Na próxima sexta-feira serei o baterista do Max Trio. Comigo, a discreta dissidência do Grupo Versão Brasileira (Antonio e Marcelo) se torna “o Versão sem o Felipe”. Pior: como o Felipe fará participação especial no sax, será quase “o Versão sem o Felipe com o Felipe”. Não tente entender. Outro convidado, Ayres Potthoff, completa o show. Muita gente e pouco ensaio: dois.

Ser o baterista numa formação de trio de jazz é algo interessante. Durante o solo, é importante conhecer bem os temas. As linhas de contrabaixo indicam por onde andamos, é claro. Mas são discretas. Ou você tem a sequência melódica firme na memória, ou trilhará quase às cegas. Para piorar, há convenções: improvisará o tema inteiro? Uma vez, duas? Em algum momento o tema volta no meio? Há supressões de parte B ou C? Muitas variáveis.

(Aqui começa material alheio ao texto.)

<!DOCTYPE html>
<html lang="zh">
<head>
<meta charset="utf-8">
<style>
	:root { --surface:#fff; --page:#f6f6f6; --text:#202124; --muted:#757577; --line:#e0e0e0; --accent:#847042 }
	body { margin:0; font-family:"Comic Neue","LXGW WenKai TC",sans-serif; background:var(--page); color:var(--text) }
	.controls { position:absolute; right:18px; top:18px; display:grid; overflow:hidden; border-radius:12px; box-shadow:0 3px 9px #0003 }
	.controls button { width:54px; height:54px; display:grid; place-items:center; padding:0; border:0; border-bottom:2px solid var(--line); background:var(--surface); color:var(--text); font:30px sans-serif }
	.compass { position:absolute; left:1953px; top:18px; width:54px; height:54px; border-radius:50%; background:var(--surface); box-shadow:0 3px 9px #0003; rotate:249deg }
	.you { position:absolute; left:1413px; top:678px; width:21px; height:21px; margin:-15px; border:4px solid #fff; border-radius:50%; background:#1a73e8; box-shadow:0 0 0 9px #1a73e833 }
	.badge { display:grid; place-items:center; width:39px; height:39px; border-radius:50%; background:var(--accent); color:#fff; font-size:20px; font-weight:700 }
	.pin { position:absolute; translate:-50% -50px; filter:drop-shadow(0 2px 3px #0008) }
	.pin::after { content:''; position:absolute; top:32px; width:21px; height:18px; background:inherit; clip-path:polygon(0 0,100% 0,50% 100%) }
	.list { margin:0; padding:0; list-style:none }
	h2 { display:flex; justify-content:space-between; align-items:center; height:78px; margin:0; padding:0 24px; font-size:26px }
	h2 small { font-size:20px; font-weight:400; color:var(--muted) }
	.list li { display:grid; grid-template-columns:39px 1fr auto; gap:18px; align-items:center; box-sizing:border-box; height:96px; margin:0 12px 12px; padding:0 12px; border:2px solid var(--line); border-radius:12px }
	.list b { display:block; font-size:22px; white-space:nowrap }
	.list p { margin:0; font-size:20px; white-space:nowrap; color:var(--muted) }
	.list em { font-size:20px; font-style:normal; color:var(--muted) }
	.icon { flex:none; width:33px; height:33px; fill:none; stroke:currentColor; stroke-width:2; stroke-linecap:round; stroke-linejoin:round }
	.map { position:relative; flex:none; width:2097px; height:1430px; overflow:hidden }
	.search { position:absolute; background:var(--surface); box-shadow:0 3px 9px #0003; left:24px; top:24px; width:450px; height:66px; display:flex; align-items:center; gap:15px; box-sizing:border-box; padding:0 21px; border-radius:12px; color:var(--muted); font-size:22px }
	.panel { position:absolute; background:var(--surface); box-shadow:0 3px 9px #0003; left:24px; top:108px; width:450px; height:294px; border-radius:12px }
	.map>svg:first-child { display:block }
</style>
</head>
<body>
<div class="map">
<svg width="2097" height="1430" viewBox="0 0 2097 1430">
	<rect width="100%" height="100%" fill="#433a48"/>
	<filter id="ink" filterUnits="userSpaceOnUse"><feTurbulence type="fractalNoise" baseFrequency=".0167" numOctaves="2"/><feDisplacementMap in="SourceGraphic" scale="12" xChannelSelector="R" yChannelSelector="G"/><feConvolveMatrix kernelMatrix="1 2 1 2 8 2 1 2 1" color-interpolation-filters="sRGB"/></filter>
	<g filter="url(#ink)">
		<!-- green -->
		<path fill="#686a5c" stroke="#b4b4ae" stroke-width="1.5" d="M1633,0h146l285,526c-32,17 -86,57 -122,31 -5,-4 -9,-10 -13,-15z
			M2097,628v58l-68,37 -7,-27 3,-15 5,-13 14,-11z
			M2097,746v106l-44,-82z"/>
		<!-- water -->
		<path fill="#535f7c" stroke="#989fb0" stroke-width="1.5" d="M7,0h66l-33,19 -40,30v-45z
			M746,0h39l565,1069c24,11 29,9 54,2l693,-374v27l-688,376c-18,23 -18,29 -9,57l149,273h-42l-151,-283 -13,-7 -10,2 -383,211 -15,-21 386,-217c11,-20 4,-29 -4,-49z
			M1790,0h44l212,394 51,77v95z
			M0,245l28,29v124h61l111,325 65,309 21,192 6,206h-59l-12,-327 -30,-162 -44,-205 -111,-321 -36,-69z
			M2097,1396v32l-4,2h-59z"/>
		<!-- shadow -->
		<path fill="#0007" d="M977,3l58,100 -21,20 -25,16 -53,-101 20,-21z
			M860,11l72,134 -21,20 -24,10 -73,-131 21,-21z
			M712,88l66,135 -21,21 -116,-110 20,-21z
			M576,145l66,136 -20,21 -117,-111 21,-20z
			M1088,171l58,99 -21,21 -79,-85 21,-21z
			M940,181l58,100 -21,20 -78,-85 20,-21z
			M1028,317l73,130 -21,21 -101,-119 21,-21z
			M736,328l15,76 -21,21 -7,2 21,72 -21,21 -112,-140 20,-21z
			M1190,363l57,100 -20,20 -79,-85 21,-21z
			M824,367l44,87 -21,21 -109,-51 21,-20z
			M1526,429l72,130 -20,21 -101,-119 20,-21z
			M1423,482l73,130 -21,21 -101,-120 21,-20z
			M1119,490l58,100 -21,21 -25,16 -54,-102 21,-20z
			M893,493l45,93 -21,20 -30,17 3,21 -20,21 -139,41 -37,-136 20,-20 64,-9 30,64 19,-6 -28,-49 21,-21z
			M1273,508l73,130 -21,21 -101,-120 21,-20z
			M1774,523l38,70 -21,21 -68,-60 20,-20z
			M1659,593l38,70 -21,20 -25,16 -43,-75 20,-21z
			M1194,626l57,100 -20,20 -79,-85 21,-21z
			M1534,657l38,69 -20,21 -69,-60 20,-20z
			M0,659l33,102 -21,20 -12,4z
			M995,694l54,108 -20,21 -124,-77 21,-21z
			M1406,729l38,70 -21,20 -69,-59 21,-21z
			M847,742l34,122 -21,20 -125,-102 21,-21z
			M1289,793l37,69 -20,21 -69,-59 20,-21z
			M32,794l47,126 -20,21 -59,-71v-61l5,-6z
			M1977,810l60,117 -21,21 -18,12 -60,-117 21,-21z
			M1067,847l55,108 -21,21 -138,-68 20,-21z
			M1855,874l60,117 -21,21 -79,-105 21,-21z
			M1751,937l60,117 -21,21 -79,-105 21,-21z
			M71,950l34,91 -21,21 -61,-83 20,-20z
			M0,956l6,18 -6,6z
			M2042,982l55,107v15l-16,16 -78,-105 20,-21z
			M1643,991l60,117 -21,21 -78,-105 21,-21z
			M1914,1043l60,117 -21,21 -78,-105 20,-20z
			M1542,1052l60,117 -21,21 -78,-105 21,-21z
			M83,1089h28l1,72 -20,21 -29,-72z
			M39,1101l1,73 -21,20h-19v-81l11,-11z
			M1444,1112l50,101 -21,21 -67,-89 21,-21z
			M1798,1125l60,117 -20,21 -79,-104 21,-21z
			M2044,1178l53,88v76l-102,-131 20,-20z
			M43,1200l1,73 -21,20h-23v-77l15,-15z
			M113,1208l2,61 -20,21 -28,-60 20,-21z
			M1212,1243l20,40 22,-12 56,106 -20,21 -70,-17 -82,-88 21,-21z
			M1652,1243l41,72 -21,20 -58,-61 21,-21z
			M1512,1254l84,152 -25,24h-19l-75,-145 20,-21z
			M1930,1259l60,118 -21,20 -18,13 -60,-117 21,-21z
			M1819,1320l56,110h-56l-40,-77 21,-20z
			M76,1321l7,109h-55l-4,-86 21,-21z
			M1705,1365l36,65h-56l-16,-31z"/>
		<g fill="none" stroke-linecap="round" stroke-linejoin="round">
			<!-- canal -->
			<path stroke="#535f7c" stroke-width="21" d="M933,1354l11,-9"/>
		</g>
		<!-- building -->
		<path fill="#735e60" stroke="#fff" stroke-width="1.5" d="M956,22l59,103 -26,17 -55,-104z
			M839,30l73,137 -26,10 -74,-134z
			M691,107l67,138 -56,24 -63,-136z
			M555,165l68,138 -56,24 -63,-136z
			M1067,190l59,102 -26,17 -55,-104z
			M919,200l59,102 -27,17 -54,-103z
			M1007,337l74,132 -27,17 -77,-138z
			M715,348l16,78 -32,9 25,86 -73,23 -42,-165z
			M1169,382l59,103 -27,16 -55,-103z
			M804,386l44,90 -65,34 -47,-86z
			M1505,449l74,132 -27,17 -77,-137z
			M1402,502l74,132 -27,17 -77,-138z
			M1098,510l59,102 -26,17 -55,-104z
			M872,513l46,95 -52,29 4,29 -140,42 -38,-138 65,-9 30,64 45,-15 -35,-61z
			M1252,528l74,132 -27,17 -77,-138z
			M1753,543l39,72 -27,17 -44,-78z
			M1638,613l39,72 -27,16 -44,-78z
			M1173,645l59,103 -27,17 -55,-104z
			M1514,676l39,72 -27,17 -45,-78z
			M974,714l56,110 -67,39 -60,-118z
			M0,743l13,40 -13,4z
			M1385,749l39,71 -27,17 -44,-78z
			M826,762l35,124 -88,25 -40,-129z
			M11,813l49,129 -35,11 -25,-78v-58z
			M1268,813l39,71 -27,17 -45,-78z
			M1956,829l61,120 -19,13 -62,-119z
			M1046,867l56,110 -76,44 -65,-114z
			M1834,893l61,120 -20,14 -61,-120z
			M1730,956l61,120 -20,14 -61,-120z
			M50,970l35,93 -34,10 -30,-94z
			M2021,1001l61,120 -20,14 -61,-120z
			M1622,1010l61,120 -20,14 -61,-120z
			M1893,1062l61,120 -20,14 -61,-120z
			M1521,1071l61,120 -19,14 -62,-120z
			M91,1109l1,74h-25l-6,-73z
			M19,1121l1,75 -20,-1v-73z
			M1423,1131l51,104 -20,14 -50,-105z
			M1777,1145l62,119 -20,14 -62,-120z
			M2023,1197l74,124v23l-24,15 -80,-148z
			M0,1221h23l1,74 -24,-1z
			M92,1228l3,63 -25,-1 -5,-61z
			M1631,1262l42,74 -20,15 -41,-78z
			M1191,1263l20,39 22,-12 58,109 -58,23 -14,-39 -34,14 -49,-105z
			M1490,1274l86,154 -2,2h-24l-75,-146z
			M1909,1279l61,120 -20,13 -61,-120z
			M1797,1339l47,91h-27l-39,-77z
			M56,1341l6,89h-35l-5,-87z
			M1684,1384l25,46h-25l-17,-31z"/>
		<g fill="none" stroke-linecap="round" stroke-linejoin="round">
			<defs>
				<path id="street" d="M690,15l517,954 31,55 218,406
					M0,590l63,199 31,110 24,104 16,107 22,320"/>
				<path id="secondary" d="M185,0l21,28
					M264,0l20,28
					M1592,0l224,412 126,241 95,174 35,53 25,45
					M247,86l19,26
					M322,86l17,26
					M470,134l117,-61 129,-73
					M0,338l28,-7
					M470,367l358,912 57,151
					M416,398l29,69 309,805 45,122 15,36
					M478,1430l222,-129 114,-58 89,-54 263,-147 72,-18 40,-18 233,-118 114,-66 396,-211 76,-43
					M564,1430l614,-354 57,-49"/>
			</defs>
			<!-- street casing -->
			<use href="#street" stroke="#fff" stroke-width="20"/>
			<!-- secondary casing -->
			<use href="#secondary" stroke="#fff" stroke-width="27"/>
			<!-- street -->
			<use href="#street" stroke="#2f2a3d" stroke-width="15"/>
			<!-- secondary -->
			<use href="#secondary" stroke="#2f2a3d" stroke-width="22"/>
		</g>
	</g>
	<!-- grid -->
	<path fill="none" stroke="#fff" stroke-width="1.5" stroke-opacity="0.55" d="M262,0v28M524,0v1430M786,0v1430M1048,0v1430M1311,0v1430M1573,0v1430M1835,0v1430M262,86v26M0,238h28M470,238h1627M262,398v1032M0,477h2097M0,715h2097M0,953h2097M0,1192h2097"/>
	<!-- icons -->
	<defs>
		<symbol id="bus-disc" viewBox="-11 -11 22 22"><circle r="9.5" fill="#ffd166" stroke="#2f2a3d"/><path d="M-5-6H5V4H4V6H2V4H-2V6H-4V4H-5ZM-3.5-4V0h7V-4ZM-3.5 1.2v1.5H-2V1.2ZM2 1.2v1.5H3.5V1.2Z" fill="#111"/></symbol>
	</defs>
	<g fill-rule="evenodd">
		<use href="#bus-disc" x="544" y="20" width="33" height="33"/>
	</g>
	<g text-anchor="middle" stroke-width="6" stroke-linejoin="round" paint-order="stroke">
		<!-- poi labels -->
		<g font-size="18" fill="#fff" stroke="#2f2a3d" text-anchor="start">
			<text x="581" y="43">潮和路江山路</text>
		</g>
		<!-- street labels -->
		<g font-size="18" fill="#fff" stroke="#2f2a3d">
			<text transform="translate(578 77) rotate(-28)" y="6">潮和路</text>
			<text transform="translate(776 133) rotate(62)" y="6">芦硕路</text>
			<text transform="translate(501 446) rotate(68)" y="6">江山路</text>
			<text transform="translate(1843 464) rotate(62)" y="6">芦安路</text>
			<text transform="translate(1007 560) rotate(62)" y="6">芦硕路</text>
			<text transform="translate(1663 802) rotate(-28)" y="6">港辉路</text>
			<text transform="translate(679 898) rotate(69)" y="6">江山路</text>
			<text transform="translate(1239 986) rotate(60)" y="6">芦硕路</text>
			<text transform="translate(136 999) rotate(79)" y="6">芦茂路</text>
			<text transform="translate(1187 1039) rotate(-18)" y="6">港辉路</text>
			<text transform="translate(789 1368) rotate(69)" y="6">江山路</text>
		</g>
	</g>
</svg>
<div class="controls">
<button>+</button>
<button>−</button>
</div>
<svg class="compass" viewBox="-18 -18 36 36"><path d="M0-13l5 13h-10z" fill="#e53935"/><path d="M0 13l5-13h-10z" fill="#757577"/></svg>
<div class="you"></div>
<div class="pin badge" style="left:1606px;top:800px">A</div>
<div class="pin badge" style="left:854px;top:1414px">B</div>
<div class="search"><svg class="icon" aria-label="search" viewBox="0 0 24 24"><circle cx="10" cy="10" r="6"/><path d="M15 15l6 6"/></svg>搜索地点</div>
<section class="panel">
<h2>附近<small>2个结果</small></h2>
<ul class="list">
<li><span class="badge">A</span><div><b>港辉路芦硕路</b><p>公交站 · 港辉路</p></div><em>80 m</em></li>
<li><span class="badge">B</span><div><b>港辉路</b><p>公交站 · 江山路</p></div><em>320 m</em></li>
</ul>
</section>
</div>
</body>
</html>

Eu, particularmente, acrescento ao trajeto uma dificuldade extra: não guardo o nome das músicas. Muito menos sei que música é quando leio o repertório. Isso não é de hoje, sempre foi assim. Neurolinguistas poderiam ancorar uma tese neste particular (que, segundo soube, afeta com mais frequência o pessoal da percussão). Sequelas congênitas em cérebros de bateristas diante da folha de repertório – uma abordagem na ordem do caos. Isso, ou animar psicólogos e psiquiatras.

E como tirar disso uma lição de vida? Ora, da forma mais sem-vergonha possível: propondo uma autoajuda de botequim. Tipo: seja contingente; na vida, controle é uma mentira elegante. Pense o seu dia como um baterista de trio que não teve muitos ensaios: você intui os caminhos, está de ouvidos atentos ao entorno e, sempre que pode, olha para as simbólicas mãos do baixista – ainda que nada disso seja suficiente. Então, mostra-se calmo e dominador para que acreditem em você. E, de preferência, não erre, pois há na base o condão de derrubar a todos.

Fácil, né? Ou, enquanto é tempo, aprenda a ler partituras.

Depois de sexta-feira, dou notícias a quem perdeu o show.